Animal Vocalization Generative Network (AVGN) is a repository of python tools centered around latent models used to generate, visualize, and characterize animal vocalizations. The code for this repository supports the paper Tim Sainburg et al., (reference below).

Currently, there are two seperate repositories for AVGN: one at github.com/timsainb/avgn that hosts an earlier and less feature rich, but cleaner version of this code. The second is this repository. There are more species and examples in this repo, but its not as clean and might be a bit harder to figure out.

Discrete latent projections of vocalizations

Unsupervised latent projections reveal structure in vocal repertoires between and across individuals, populations, and species.

Abstracting sequential organization

The sequential organization of birdsong can be abstracted into symbolic sequences in a fully unsupervised manner.

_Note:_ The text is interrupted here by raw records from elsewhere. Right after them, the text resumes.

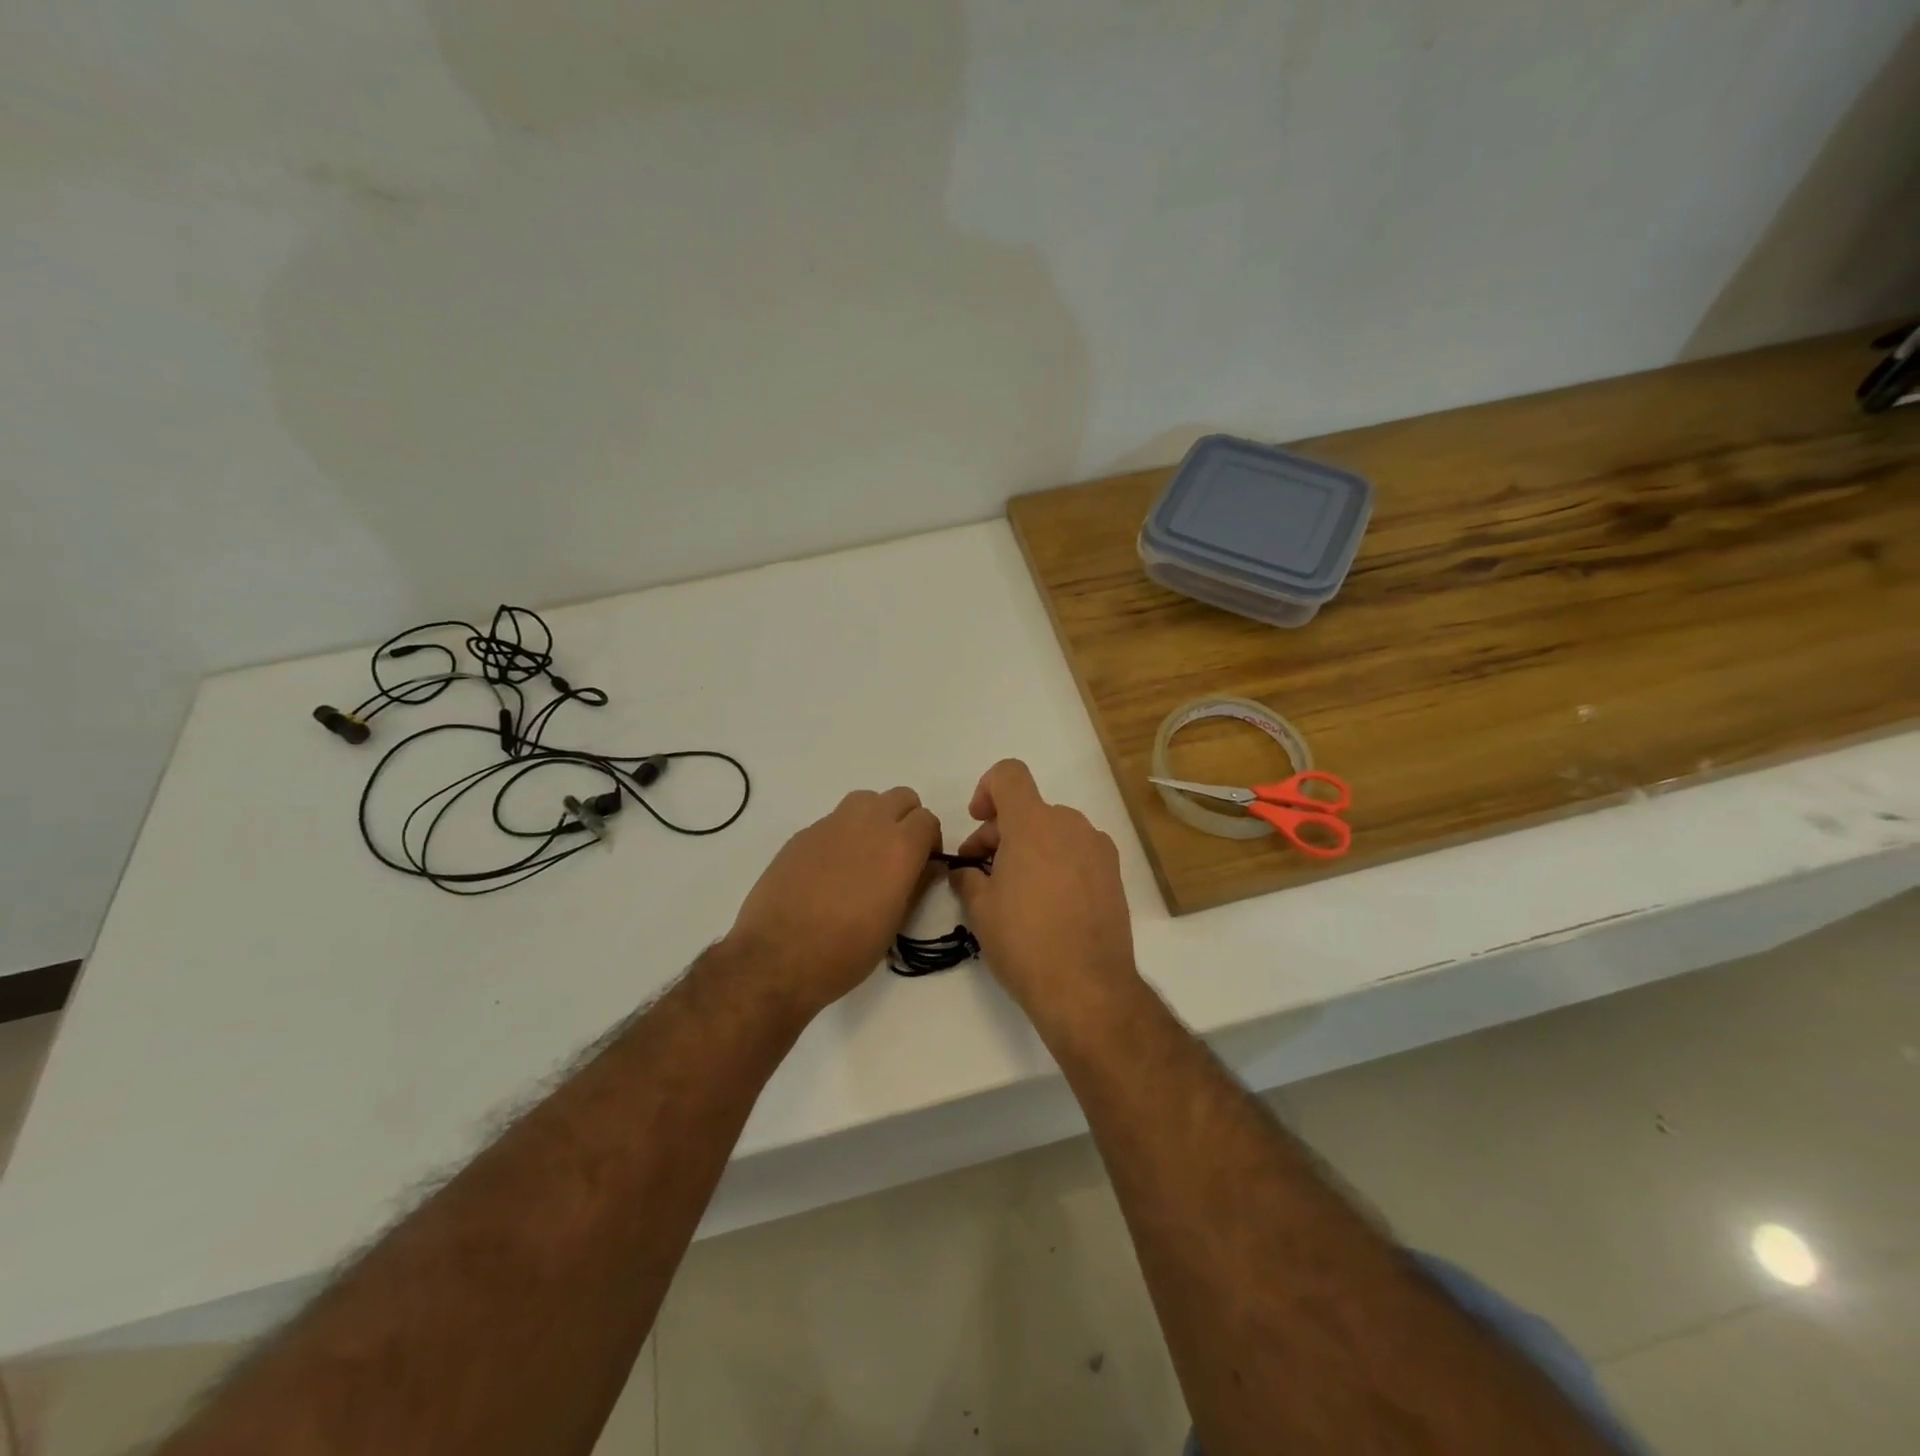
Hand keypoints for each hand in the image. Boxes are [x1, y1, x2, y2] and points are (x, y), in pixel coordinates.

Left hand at [724, 787, 941, 1013]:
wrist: (778, 956)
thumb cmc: (847, 950)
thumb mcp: (894, 924)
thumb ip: (917, 886)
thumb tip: (930, 866)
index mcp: (900, 847)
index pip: (928, 819)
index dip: (930, 841)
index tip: (923, 863)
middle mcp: (869, 824)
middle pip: (901, 797)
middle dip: (906, 819)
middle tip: (899, 854)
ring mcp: (832, 825)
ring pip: (865, 800)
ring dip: (874, 817)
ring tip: (866, 853)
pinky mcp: (803, 834)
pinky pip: (833, 820)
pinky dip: (842, 834)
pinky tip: (830, 869)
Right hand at [949, 760, 1138, 1015]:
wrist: (1087, 987)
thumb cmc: (1024, 942)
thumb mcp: (980, 910)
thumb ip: (968, 878)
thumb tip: (966, 872)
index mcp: (1034, 823)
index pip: (1009, 774)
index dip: (987, 789)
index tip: (978, 821)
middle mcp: (1070, 825)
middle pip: (1029, 808)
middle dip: (1001, 832)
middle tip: (982, 873)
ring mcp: (1097, 849)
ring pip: (1054, 830)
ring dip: (1029, 848)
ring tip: (1015, 891)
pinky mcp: (1114, 874)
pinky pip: (1076, 852)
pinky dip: (1056, 862)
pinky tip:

Latent trajectories of vocalizations

Vocalizations from diverse species can be treated as latent trajectories revealing short and long timescale dynamics without abstrating vocal sequences to discrete elements or categories.

Generating new vocalizations from latent space

Latent spaces can be sampled from to generate new vocal elements in a systematic manner. These sampled elements can be used for behavioral and physiological experiments.

I want to use these tools on my own dataset.

Great! The purpose of this repository is for you to be able to apply these tools to your own dataset. To use these tools, you are going to need to be somewhat proficient in python and jupyter notebooks. If you haven't used python or jupyter before, these notebooks can be an opportunity to learn! But first take some time to learn the basics.

Getting started

You have a dataset of animal vocalizations and you want to use AVGN to analyse them. Currently, your data is in some format that probably isn't the exact same as the one used in AVGN. This is a very breif guide to how to use this repository, so feel free to send me an email if you're running into trouble. The broad steps are:

Clone and install AVGN
Convert your data into the correct format.
Run analyses on your correctly formatted data

UPDATE: We added a tutorial walking you through AVGN on a Bengalese finch dataset

See the tutorials folder. This tutorial should make applying AVGN to your own data more clear.

1. Clone and install AVGN

Navigate to the folder in your local environment where you want to install the repository. Then type git clone https://github.com/timsainb/avgn_paper.git
Install the package by typing python setup.py develop

2. Getting your data into the right format

In building AVGN, we found datasets prepared in several different formats. To use AVGN, you'll need to translate your dataset from whatever format you currently have it in, to our format. Luckily (1) you have several different examples to work off of, in trying to figure out how to translate your dataset into our format, and (2) the format we use is pretty universal and pretty easy.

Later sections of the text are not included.